Yes, I know that an IPO is much more likely for Markforged. Having raised $136 million, the firm has set expectations high and probably has over $75 million in revenue itself. The company wouldn’t be cheap, by any means. Markforged makes composite and metal 3D printers, mostly sold to machine shop-style environments and to manufacturers.

Haas is a large and privately-held company that does much more than lose at Formula 1. It’s a leader in vertical machining centers, lathes, and other machine tools. Culturally, the firms are a good fit and Haas could sell a Markforged printer to every single one of its existing customers, as well as develop complementary tools for the systems. Ovens and debinding stations could work with finishing solutions or lines of products. Haas would also find Markforged’s software valuable. All in all, this deal would allow Haas to expand its product line and generate more revenue very quickly from this deal.
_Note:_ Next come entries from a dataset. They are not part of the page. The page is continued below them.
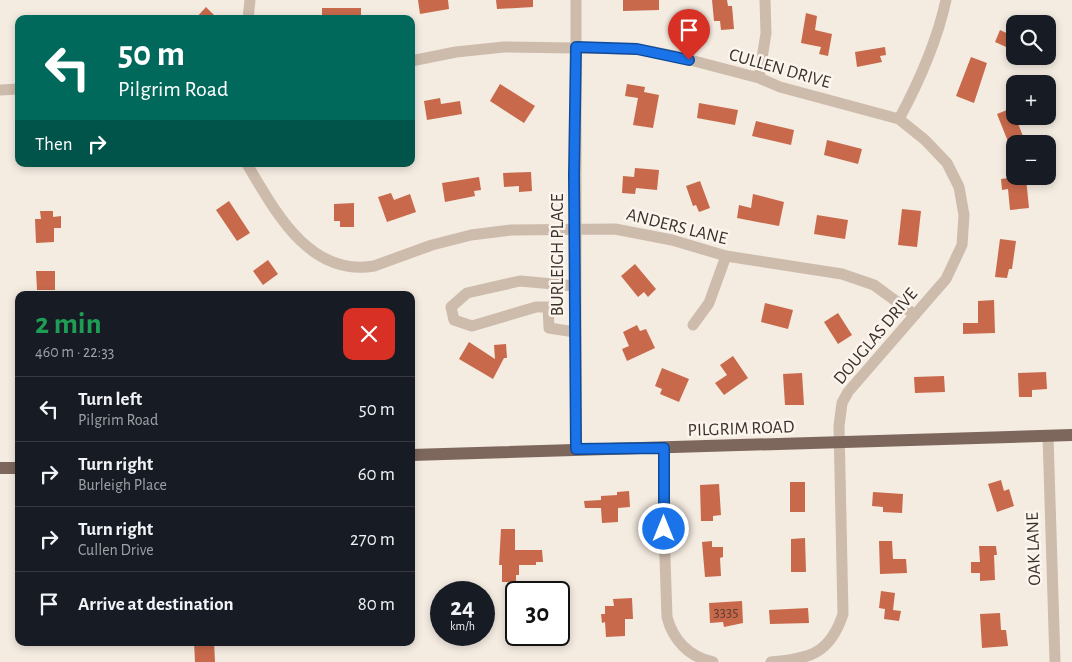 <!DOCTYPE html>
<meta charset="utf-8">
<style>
:root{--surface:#171b24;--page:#242831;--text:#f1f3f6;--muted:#9ea1a6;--line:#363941}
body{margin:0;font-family:"Alegreya Sans",sans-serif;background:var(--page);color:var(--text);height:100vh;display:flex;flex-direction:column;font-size:19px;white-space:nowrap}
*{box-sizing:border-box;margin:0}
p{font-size:16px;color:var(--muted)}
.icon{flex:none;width:28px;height:28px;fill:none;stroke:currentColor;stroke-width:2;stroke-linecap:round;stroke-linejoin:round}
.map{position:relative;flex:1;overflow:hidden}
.sheet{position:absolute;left:15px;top:291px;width:400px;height:355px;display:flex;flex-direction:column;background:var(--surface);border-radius:10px;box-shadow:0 2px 8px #0003}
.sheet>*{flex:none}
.banner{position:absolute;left:15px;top:15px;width:400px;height:152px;border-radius:10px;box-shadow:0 2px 8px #0003;background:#00695c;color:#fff;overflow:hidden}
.tools{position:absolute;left:1006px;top:15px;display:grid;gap:10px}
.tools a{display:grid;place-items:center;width:50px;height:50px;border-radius:10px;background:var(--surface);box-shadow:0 2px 8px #0003;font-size:25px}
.speed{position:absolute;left:430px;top:581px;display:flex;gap:10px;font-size:25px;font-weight:700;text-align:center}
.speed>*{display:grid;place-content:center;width:65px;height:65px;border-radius:50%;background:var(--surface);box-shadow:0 2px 8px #0003;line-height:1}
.speed small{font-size:12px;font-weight:400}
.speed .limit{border:2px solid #111;border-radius:8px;background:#fff;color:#111}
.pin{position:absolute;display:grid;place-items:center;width:42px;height:42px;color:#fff;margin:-51px -21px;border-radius:50% 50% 50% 0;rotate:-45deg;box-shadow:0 0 5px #0007}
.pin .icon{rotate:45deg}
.me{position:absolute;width:55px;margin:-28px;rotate:0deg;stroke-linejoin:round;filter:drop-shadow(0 0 4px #0008)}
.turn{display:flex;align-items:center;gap:18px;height:105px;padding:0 20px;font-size:22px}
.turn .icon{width:65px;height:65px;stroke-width:2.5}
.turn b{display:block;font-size:35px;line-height:42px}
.then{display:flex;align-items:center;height:48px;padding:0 20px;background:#0003;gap:10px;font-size:19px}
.round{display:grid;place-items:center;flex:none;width:52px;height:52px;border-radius:10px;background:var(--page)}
.headline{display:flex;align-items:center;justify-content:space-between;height:85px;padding:0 20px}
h1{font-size:30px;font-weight:700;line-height:38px;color:#1e9e55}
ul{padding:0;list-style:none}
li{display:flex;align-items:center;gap:15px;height:65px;padding:0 20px;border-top:1px solid var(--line)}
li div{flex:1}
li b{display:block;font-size:19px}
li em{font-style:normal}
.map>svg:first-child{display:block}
.building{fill:#c8694b}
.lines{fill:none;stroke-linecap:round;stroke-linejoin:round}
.minor{stroke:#cdbbac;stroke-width:11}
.major{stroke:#7d675c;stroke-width:12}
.route-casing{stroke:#114b97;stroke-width:12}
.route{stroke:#1a73e8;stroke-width:9}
.labels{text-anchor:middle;stroke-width:5;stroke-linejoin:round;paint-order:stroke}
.number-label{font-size:15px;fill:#5e3e33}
.street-label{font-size:18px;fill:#3b302b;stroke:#fbf5ee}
</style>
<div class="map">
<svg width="1072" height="662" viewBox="0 0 1072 662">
<rect width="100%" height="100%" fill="#f4ebe1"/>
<!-- building -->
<path class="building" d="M418,0h30l1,9 -29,5z
M496,0h37v7l-36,2z
M623,0h36v10l-36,1z
M712,0h15l1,6h4l2,23 -13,1 -1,-9h-6z
M206,7l12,12h-23z
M322,8h39v11h-39z
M806,13l11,3 -2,14 17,4 -4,22 -9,-2 2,-7 -20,-4z
M1000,30l15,7v14l-20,-9z
M885,47l1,8 -6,1 2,6 -25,5 -2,-15z
M971,57l16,6 -13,40 -18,-7z
M500,84l35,22 -11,17 -34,-22z
M627,84l18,3 -1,5 15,3 -6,33 -20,-3 5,-27 -13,-2z
M440,98l1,6 19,-3 2,13 -35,6 -3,-19z
M699,103l39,7 -3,15 -38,-7z
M1012,108l14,36h-11v15l-18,-45z
M756,121l38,9 -3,15 -39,-9z
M827,140l35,9 -4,15 -34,-9z
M635,168l24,2 -2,20 -21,-2 -1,6 -13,-1 1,-17 11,1z
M531,172l1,19 -13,1v-6l-15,1 -1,-14z
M479,177l2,13 -7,1 1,5 -30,6 -3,-19z
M1016,177v3l10,-2 3,30 -19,2 -2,-21 -6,1 -1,-11z
M700,181l10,27 -11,4 -3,-7 -3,1 -7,-20z
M391,193l3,7 16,-6 6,18 -29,10 -9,-25z
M753,194l31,8 -5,24 -42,-8 2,-13 12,3z
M229,201l21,32 -13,8 -21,-31z
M354,203v24h-14v-6h-6v-17z
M902,209l19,2 -4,36 -19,-2z
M40,211h13v6l8,-1v12h-7v14l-18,1 -1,-24h6z
M817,215l31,5 -3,19 -31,-5z
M1000,239l16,2 -4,28h-3l-2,9 -12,-1z
M268,260l10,14 -15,11 -10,-14z
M635,264l21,25 -8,8 -4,-5 -6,5 -17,-21z
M36,271h19v19h-18z
M994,300l1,33 -32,1v-11h15v-22z
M765,303l28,7 -5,19 -27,-7z
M838,313l14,22 -14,9 -14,-22z
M637,325l3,6 6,-2 9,19 -28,13 -5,-12 7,-3 -6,-14z
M469,342l26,17 -1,-14 12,-1 1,14h-3l-11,21 -34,-20z
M733,356l15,22 -24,17 -9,-12 12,-8 -7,-10z
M662,368l27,11 -10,23 -19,-8 2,-5 -7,-3z
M1046,372l1,17 -15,1v7h-13l-1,-24z
M802,373l2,32h-19l-2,-31z
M944,376l1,16 -30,1 -1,-16z
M1001,480l3,11 5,-2 5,17 -17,6 -9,-28z
M790,482h15v30h-15z
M719,484l2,31 -8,1v5h-12l-1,-36z
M629,491l1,16 -12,1v14l-16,1 -1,-15h-16l-1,-7 17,-1v-4l16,-1v-3z
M873,492l30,2 -1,19 -19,-1v-5l-11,-1z
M501,529h14v21h27l1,12h-7v3h-17v10h-3v7h-14v-17h-3z
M805,538l1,34h-15v-33z
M712,541v6h11v10l-3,1 1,18 -16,1 -3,-35z
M879,541h13l1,18h13l1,14 -27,1z
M979,546h17l1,9h-3l1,25 -15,1v-8h-9v-11h9z
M881,591l14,2 -2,17 8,1 -2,10 -15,-2 1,-10 -6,-1z
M632,598l1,21h-8v17l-19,1 -1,-15 -3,1 -1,-9h4v-8h9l-1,-7z
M742,601l1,22 -19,4 -1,-5 -13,1 -1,-20z
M808,608l1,15 -39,1 -1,-14z
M1000,613l1,17h5l2,16 -26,2 -2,-34z
M194,642h20l1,20h-20z"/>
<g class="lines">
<!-- minor -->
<path class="minor" d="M576,0v449
M248,19l2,-19
M411,61l45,-9 48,-5 133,2 38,7 84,22 21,9 119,32 26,21 22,23 12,24 5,28 -2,30 -16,34 -98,113 -6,11 -3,23 4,188c-13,40 -34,45 -72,48
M759,78l7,-45 -1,-33
M0,90l19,-1
M899,119c20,-37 38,-78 47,-119
M247,164c28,47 62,113 127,102l58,-21 39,-10 40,-5 104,-1 57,11 54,16 116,18 32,11 41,30
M693,325l16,-22 17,-47
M575,332l-26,-4 -1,-21h-12l-64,19 -18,-6 -3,-13 16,-14 53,-12 55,5
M1048,436l7,226
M664,448v81l3,88c6,23 22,40 46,45"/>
<!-- major -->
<path class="major" d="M411,455l661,-20
M0,468h19"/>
</g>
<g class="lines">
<!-- route casing -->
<g class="route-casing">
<path id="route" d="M664,529v-81l-88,1 -2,-274 2,-128 61,2 52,11"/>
</g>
<!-- route -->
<use href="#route" class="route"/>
</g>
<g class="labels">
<!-- number labels -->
<g class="number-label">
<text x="726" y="617">3335</text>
</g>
<!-- street labels -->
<g class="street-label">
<text transform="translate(780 68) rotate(16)" y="6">CULLEN DRIVE</text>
<text transform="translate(677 226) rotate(14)" y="6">ANDERS LANE</text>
<text transform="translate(557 255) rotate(-90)" y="6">BURLEIGH PLACE</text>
<text transform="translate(875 336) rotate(-50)" y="6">DOUGLAS DRIVE</text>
<text transform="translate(741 428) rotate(-2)" y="6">PILGRIM ROAD</text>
<text transform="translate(1033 549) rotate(-92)" y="6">OAK LANE</text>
</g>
</g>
</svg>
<div class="tools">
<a><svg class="icon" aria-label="search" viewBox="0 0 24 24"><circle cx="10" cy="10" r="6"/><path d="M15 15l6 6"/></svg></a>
<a>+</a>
<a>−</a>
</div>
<div class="speed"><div>24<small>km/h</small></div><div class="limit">30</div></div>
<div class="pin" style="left:689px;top:60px;background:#d93025"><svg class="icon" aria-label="arrive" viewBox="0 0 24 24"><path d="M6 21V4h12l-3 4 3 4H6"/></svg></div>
<svg class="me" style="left:664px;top:529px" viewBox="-20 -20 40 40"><circle r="17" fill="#1a73e8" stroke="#fff" stroke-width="3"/><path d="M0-11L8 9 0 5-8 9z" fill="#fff"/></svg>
<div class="banner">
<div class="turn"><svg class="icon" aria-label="left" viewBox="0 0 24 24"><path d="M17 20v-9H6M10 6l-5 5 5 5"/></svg><div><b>50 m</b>Pilgrim Road</div></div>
<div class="then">Then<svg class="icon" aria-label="right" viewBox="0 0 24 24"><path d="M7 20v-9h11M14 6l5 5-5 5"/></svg></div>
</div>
<section class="sheet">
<div class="headline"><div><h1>2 min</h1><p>460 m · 22:33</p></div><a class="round" style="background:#d93025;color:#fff"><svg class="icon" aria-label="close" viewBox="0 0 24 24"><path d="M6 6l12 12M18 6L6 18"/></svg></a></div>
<ul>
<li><svg class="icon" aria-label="left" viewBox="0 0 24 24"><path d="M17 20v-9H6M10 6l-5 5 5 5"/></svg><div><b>Turn left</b><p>Pilgrim Road</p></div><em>50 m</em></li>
<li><svg class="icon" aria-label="right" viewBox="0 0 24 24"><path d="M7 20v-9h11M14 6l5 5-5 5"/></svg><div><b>Turn right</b><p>Burleigh Place</p></div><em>60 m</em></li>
<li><svg class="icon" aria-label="right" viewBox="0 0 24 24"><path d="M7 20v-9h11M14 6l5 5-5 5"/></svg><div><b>Turn right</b><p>Cullen Drive</p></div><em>270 m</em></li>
<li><svg class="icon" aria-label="arrive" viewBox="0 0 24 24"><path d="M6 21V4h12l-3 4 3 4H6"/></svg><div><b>Arrive at destination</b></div><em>80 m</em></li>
</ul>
</section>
</div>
Rather than step into powder bed fusion technology, as DMG did, it would enter with a less expensively priced printer that would be much more accessible for making series parts.

4. Trumpf Buys Additive Industries 

Even though it is held by a fantastically wealthy (and extremely nice) family investment fund, Highlands Beheer, Additive Industries looks a bit underweight when sizing it up to the competition now. EOS is privately held and a clear leader. At the same time, EOS also sells a great deal of polymer sintering machines that share a lot of the same components as the metal sintering machines contributing to their better economics. SLM Solutions is, surprisingly, forging ahead with many-laser systems and looks to benefit from at least one final push from Parcom and others. GE is GE, which means that they could outspend everyone or sell its additive unit tomorrow. This we won’t ever really know. 3D Systems is also now investing heavily in metal.

It looks like, with metal sintering machines moving more into 10+ lasers, the investment required to thrive may yet be much more than the tens of millions of dollars that Additive Industries could command. Enter Trumpf, who as one of the largest suppliers of industrial lasers, is salivating at the prospects of the powder bed fusion market. At the same time, it is a leader in all sorts of lovely cutting tools. It must be grating for them to have a limited offering and limited market share in metal printing. With Additive Industries, they will acquire a platform that can scale much quicker and let them grow their 3D printing business much faster.

5. Ansys Buys nTopology 

Hot off of our talk with CEO Brad Rothenberg, I came away impressed by nTopology’s capabilities and leader as well. The lattice makers have now turned their software into a tool that can simulate and help companies with manufacturing operations. Through a novel way of creating geometries, complex files can be manipulated quickly. New CAD for a new manufacturing paradigm could see the company go far.

But, simulation giant’s ANSYS has $1.5 billion in revenue and must be eying the New York-based nTop crowd. ANSYS would find nTopology to be very complementary to its core offering and be able to use it as an extensible module that would embed them deeper still into the design workflows of its existing customers. Furthermore, with many more of its users expecting to take up 3D printing, it could use nTop to guide them there. It has already bought Brent Stucker’s 3DSIM, which helped it do metal simulation previously. ANSYS could potentially derive more value from nTop than could Autodesk because it could use it for leveraging more of its tools into accounts. Current Autodesk strategy would see it become a Fusion 360 feature, which probably would cause them to balk at what ANSYS would pay.